Monsieur X peut donc prétendre :
— au remboursement des salaires retenus pendant la mise à pied injustifiée : 1.142,75 euros bruts comme cela ressort des bulletins de salaire de janvier 2014 et décembre 2013, et le jugement sera infirmé sur ce point,
— à une indemnité de congés payés y afférents : 114,27 euros, et le jugement sera infirmé sur ce point,
— à une indemnité de préavis dont le quantum n’est pas discuté : 5.670,80 euros bruts et le jugement sera confirmé sur ce point,
— à une indemnité de congés payés y afférents : 567,08 euros bruts et le jugement sera confirmé sur ce point,
— à une indemnité légale de licenciement dont le quantum n’est pas discuté : 15.122,15 euros et le jugement sera confirmé sur ce point,
— à des dommages et intérêts pour licenciement sans cause réelle et sérieuse : aucune pièce du dossier ne justifie du nombre de salarié employé par la société MICROMANIA. Toutefois, dès lors que l’employeur fait référence à l’article L. 1235-3 du code du travail, il faut en déduire qu’il emploie plus de onze salariés. Sachant que Monsieur X a 25 ans et 3 mois d’ancienneté, l’indemnité ne peut être inférieure aux six derniers mois de salaire soit 17.404,69 euros. Certes, le salarié ne verse aux débats aucune pièce de nature à justifier son préjudice. Cependant, compte tenu de son ancienneté, des circonstances de son licenciement en période de fêtes familiales de fin d’année, l’indemnité de 34.024,80 euros apparaît de nature à réparer entièrement les préjudices matériels et moraux subis du fait de la perte de l’emploi. Le jugement sera confirmé sur ce point.

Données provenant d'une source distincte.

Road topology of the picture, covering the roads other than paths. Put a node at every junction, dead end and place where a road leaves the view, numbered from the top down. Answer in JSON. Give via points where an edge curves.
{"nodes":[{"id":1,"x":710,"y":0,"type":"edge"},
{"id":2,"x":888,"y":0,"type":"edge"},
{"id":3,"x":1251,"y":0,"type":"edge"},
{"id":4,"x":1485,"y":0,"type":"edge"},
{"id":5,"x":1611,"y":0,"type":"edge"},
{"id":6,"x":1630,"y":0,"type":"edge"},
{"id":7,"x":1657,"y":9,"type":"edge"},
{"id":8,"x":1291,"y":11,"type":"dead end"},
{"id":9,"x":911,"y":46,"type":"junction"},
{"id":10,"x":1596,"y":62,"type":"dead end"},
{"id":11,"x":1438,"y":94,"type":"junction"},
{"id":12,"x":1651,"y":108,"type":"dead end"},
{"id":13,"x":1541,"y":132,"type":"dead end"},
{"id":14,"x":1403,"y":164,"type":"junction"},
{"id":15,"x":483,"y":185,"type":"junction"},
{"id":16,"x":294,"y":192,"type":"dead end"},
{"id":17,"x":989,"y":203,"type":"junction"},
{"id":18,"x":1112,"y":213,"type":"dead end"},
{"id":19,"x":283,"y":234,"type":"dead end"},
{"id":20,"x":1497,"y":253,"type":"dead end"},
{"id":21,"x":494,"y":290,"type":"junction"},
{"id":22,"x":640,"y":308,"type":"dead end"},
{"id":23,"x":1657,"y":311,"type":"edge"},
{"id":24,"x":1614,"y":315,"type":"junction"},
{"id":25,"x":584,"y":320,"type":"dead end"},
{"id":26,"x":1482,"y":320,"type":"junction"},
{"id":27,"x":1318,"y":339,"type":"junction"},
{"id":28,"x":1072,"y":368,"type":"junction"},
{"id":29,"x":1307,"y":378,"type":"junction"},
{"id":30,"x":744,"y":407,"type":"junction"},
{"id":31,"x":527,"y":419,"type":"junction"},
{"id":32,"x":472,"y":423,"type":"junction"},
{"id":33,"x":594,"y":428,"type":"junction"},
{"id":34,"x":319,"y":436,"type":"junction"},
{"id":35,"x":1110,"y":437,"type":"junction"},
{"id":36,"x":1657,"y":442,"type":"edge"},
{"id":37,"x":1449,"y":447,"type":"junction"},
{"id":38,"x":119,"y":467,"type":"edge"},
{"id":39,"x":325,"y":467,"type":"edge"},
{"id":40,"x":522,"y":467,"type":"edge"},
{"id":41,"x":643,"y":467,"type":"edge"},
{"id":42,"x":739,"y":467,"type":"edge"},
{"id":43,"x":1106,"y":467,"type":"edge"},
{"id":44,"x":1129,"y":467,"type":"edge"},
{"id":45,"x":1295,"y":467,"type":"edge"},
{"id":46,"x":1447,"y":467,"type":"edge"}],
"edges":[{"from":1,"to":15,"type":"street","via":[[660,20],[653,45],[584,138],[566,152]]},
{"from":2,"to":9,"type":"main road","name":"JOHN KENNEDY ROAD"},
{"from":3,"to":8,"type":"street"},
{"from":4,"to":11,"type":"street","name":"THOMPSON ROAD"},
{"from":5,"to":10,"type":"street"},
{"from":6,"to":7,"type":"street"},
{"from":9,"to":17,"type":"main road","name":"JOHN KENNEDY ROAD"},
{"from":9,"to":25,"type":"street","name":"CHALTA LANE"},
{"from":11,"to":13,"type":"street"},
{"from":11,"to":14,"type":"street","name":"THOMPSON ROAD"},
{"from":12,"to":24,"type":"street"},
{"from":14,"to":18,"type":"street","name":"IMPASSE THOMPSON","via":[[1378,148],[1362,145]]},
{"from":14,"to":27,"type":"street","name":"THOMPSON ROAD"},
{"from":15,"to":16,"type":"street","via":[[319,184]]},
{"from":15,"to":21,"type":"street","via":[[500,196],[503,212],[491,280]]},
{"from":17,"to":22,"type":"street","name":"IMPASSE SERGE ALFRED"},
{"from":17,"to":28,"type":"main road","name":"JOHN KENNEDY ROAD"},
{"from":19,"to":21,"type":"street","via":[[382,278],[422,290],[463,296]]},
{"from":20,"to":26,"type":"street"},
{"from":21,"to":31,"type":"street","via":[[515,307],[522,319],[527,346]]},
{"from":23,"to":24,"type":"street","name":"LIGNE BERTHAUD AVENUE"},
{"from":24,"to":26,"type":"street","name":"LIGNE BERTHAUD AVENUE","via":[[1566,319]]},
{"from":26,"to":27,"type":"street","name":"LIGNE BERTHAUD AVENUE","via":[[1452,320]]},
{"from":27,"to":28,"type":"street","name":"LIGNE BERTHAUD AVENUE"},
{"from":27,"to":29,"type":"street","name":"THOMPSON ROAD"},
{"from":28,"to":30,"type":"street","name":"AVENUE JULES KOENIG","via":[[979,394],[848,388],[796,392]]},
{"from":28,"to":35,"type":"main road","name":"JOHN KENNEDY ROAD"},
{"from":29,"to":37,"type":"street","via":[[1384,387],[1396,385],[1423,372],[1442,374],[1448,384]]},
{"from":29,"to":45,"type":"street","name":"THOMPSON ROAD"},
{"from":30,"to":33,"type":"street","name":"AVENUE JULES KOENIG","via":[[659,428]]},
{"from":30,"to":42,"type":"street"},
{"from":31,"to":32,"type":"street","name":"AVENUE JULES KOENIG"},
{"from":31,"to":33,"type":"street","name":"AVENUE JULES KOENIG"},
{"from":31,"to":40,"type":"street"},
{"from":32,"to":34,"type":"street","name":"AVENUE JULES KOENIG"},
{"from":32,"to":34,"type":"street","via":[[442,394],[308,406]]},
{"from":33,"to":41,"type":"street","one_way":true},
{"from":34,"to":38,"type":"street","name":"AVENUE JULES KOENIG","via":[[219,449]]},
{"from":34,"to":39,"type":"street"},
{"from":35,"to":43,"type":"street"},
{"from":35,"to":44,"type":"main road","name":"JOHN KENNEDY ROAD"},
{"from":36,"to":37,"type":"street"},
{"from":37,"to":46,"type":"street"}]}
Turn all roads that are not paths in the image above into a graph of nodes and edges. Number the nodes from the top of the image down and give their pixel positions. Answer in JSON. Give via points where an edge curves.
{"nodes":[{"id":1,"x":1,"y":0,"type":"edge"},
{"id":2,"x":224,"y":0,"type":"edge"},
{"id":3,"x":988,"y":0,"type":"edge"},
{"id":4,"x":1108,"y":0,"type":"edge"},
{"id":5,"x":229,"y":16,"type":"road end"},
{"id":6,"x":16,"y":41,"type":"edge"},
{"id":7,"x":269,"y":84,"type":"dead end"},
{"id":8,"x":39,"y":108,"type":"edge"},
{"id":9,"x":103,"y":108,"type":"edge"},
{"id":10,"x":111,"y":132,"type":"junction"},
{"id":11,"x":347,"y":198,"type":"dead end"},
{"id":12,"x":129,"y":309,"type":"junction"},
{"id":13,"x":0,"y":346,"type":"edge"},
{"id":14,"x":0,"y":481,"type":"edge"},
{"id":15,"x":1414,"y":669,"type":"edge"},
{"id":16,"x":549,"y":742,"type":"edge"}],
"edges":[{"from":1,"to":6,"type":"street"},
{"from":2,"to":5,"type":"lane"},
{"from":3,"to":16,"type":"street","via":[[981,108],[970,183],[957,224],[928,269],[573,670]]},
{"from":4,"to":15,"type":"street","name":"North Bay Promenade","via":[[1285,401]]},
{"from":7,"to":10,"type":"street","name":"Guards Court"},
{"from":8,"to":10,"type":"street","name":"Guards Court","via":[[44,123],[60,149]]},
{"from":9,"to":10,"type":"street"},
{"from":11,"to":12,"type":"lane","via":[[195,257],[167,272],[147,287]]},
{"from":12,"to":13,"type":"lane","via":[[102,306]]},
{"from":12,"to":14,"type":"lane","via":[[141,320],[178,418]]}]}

Succombant, la société MICROMANIA doit supporter les frais irrépétibles et dépens de première instance et d’appel et le jugement sera confirmé sur ces points.
En appel, la société MICROMANIA sera déboutée de sa demande de remboursement de ses frais irrépétibles et sera condamnée à ce titre à payer à Monsieur X la somme de 2.000,00 euros.
PAR CES MOTIFS
La cour, statuant publiquement, contradictoirement, après en avoir délibéré conformément à la loi :
Confirme le jugement en ce qu’il a :
— dit que le licenciement était sans cause réelle et sérieuse,
— condamné la société MICROMANIA aux dépens et à payer à Monsieur Y X :
— 5.670,80 euros d’indemnité de préavis,
— 567,08 euros de congés payés y afférents,
— 15.122,15 euros d’indemnité légale de licenciement,
— 34.024,80 euros de dommages et intérêts pour licenciement sans cause réelle et sérieuse,
— 3.000,00 euros d’indemnité de l’article 700 du code de procédure civile ;
Infirme le surplus ;
Statuant à nouveau, dans cette limite et y ajoutant :
Condamne la société MICROMANIA à payer à Monsieur Y X :
— 1.142,75 euros bruts (mille cent quarante deux euros et soixante quinze centimes) de rappel des salaires retenus pendant la mise à pied conservatoire,
— 114,27 euros bruts (cent quatorze euros et vingt sept centimes) d’indemnités de congés payés y afférents,
— 2.000,00 euros nets (deux mille euros) d’indemnité de l’article 700 du code de procédure civile en cause d’appel ;
Déboute la société MICROMANIA de sa demande de remboursement de ses frais irrépétibles d’appel ;
Condamne la société MICROMANIA aux dépens de l’instance d’appel.